The guest programs used_event in the avail queue to let the host know when
it wants a notification from the device. The host notifies the guest when
the used queue vring index passes used_event.

The virtio-blk guest driver, in the notification callback, sets used_event
to the value of the current used queue vring index, which means it will get
a notification after the next buffer is consumed by the host. It is
possible for the guest to submit a job, and then go into uninterruptible
sleep waiting for the notification (for example, via submit_bio_wait()).

On the host side, the virtio-blk device increments the used queue vring
index, then compares it to used_event to decide if a notification should be
sent.

A memory barrier between writing the new index value and reading used_event
is needed to make sure we read the latest used_event value.  kvmtool uses a
write memory barrier, which on arm64 translates into DMB ISHST. The
instruction orders memory writes that have been executed in program order
before the barrier relative to writes that have been executed in program
order after the barrier. The barrier doesn't apply to reads, which means it
is not enough to prevent reading a stale value for used_event. This can
lead to the host not sending the notification, and the guest thread remains
stuck indefinitely waiting for IO to complete.

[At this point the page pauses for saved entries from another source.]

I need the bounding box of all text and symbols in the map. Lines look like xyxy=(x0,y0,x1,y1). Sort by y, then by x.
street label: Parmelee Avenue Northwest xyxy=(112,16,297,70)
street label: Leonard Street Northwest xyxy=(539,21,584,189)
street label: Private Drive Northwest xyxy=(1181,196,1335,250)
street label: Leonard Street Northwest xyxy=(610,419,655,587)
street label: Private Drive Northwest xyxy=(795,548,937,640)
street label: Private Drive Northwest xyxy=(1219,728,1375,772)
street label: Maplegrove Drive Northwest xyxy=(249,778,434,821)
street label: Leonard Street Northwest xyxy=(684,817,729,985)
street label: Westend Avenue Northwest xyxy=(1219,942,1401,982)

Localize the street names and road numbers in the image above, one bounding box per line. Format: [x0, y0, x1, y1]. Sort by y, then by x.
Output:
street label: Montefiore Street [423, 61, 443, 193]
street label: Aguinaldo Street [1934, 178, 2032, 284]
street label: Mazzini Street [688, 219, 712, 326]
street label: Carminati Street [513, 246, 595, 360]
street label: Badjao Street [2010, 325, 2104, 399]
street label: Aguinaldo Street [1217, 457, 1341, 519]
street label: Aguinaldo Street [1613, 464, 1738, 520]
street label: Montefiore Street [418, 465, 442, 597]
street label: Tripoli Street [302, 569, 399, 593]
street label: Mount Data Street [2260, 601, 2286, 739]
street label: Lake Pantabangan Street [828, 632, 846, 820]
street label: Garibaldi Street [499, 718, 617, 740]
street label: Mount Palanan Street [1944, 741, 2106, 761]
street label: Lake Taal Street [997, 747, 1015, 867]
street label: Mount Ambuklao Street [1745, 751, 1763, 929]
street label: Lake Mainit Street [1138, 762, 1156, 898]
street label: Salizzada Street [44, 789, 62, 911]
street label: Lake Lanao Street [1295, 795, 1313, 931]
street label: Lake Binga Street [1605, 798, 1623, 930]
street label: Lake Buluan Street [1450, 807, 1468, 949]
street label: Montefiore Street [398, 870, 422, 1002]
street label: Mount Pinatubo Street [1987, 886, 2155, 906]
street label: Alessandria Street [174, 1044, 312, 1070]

Using a memory barrier for reads and writes matches what the guest driver
does when deciding to kick the host: after updating the avail queue vring
index via virtio_queue_rq() -> virtblk_add_req() -> .. ->
virtqueue_add_split(), it uses a read/write memory barrier before reading
avail_event from the used queue in virtio_commit_rqs() -> .. ->
virtqueue_kick_prepare_split().

Also move the barrier in virt_queue__should_signal(), because the barrier
is needed for notifications to work correctly, and it makes more sense to
have it in the function that determines if the host should notify the
guest.

Reported-by: Anvay Virkar <anvay.virkar@arm.com>
Suggested-by: Anvay Virkar <anvay.virkar@arm.com>
Signed-off-by: Alexandru Elisei <alexandru.elisei@arm.com>
---
This was observed by Anvay, where kvmtool reads the previous value of
used_event and the notification is not sent.

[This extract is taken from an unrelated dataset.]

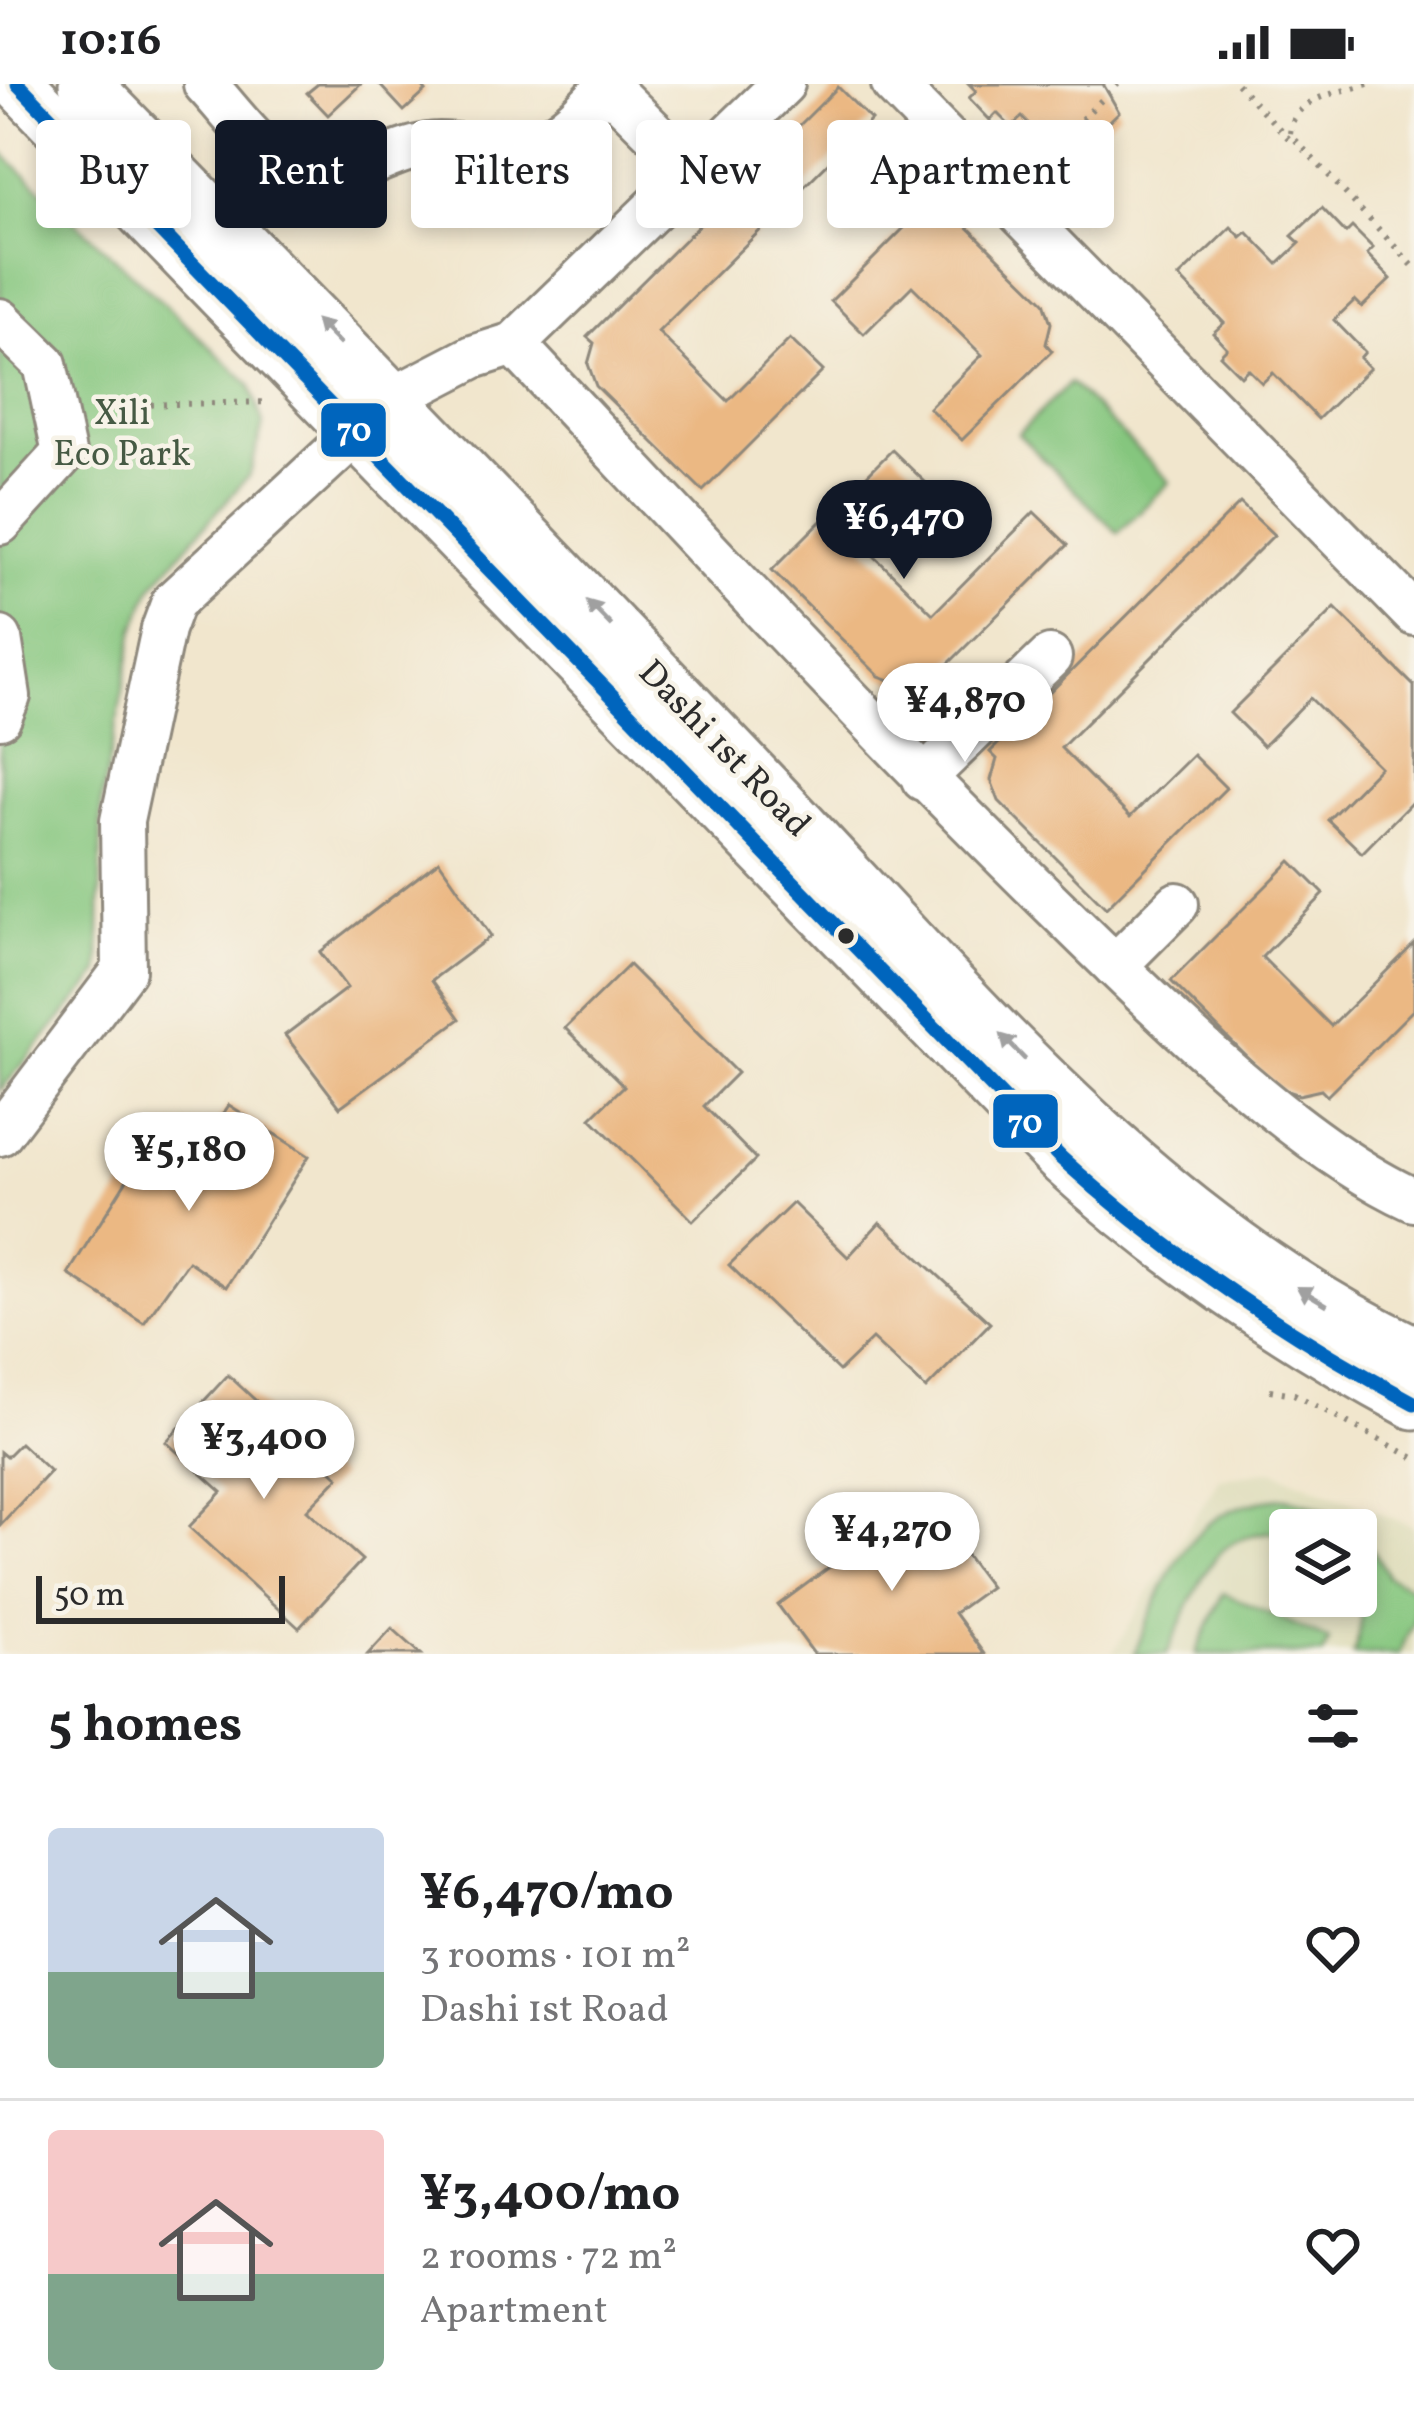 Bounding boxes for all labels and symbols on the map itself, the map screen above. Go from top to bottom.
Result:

I *think* this also fixes the VM hang reported in [1], where several
processes in the guest were stuck in uninterruptible sleep. I am not
familiar with the block layer, but my theory is that the threads were stuck
in wait_for_completion_io(), from blk_execute_rq() executing a flush
request. It would be great if Milan could give this patch a spin and see if
the problem goes away. Don't know how reproducible it is though.

[1] https://www.spinics.net/lists/kvm/msg204543.html

 virtio/core.c | 15 ++++++++-------
 1 file changed, 8 insertions(+), 7 deletions(-)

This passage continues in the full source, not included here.